UAW 2865 has filed over 30 unfair labor charges, most of which involve direct dealing, which is when the UC modifies working conditions without previously negotiating with the union. Recently, UAW 2865 filed charges over UC’s “intimidation and retaliation” in the form of threats against workers for striking, even though it is a legally protected activity. Under state law, UAW 2865 has the right to obtain information and documents pertaining to working conditions from UCs, which have failed to provide these documents to the union.
“In one case, we asked the university simply to tell us how much each of our members is paid across all their different types of compensation,” Jackson said. “The university said it would cost them $1.4 million to provide us with that information, and thus [was] not willing to give us that information, which to us seems pretty laughable.”
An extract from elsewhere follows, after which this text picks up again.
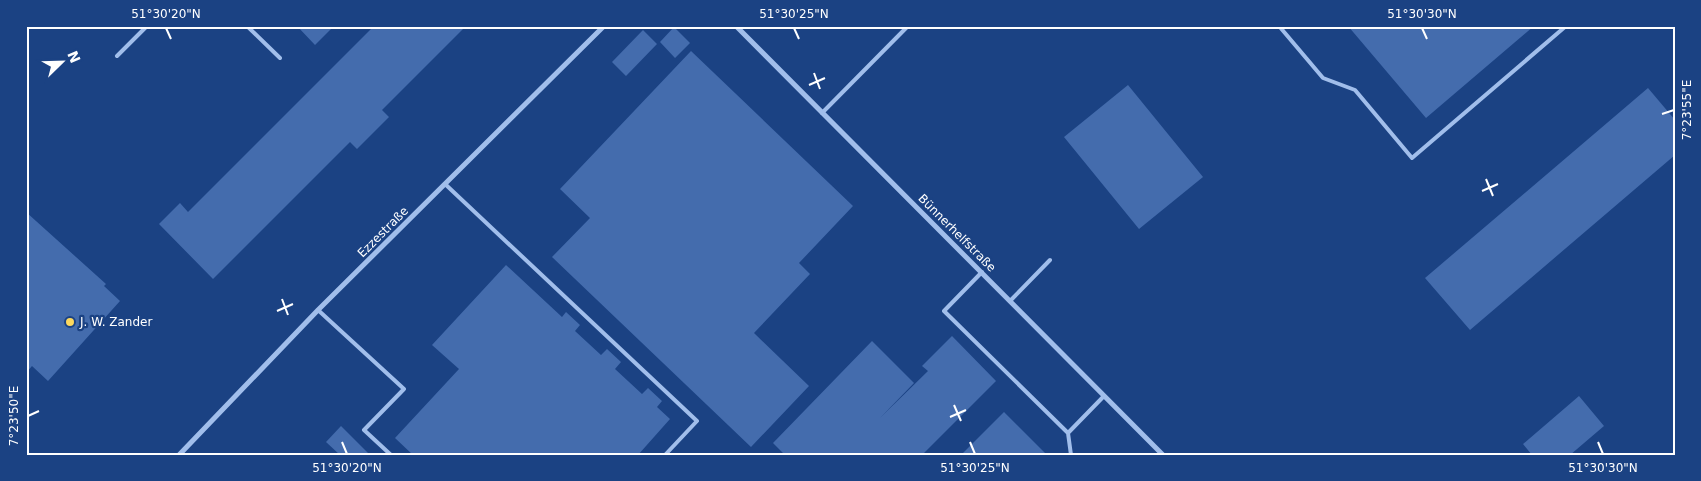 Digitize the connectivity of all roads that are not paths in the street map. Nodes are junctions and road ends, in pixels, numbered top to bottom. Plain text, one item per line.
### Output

Attending UC Berkeley, MVHS alum ‘22 Arnav Dalal says the strike has taken away most of his classes and office hours. Dalal notices picket lines on campus that block entrances to school and students marching in protest. A substantial number of tests and midterms will remain ungraded without the graduate student workers.
“I don’t really know where the semester is going,” Dalal said. “We don’t know if that class is going to happen again [and] what’s to come for the classes. Everything’s really up in the air.”
Since many of his classes provided recorded lectures, Dalal compares his current experience at UCB to quarantine. He acknowledges he cannot ask for assistance from his TAs or graduate student instructors since they are all striking.
Still, Dalal supports the protests and believes the graduate student workers are not paid enough for the work and time they put into teaching. He says the time and work the graduate student workers do for him and his peers are not acknowledged enough.
“With the workload that the [graduate student workers] are given, it’s unbearable,” Dalal said. “They should be rewarded for that amount they’re doing.”
Despite feeling worried about whether their work will be graded, Wang says students and parents are too concerned about grades and do not “have empathy” for the graduate students who are “struggling to survive.”
“Ultimately, I think [the strike is] for a good cause because I believe that the TAs are going to be compensated fairly for their labor,” Wang said. “It’s going to show the regents that we’re not people to be exploited and to be oppressed and taken advantage of. We’re people who are going to fight back, and we’re people who are going to win.”
Dalal echoes Wang’s sentiment, saying that the UC needs to take action to compensate the graduate student workers. However, he would like the union and the UC to reach a compromise before finals and continue the struggle next semester.
“Let’s get through the rest of the semester, and then we can continue this next semester,” Dalal said. “Many students at the end of the semester are stressing out, [and] all of a sudden [with the] strikes happening, we don’t know what’s happening to our grade [and] what’s going to happen with our final. All this uncertainty is brewing, and that’s just causing more chaos.”
Acknowledging the subsequently canceled classes, Jackson says the consequences are for the UC to solve. He argues the unfair labor practices have prevented the union from reaching agreements.
“We certainly are not excited about being out on strike,” Jackson said. “I would much rather be back in the office doing my research, but until the university comes back to the table to bargain in good faith and settle fair contracts, the operations of the university are not going to be proceeding. I want to go back to work, but I need to be able to afford to do it.”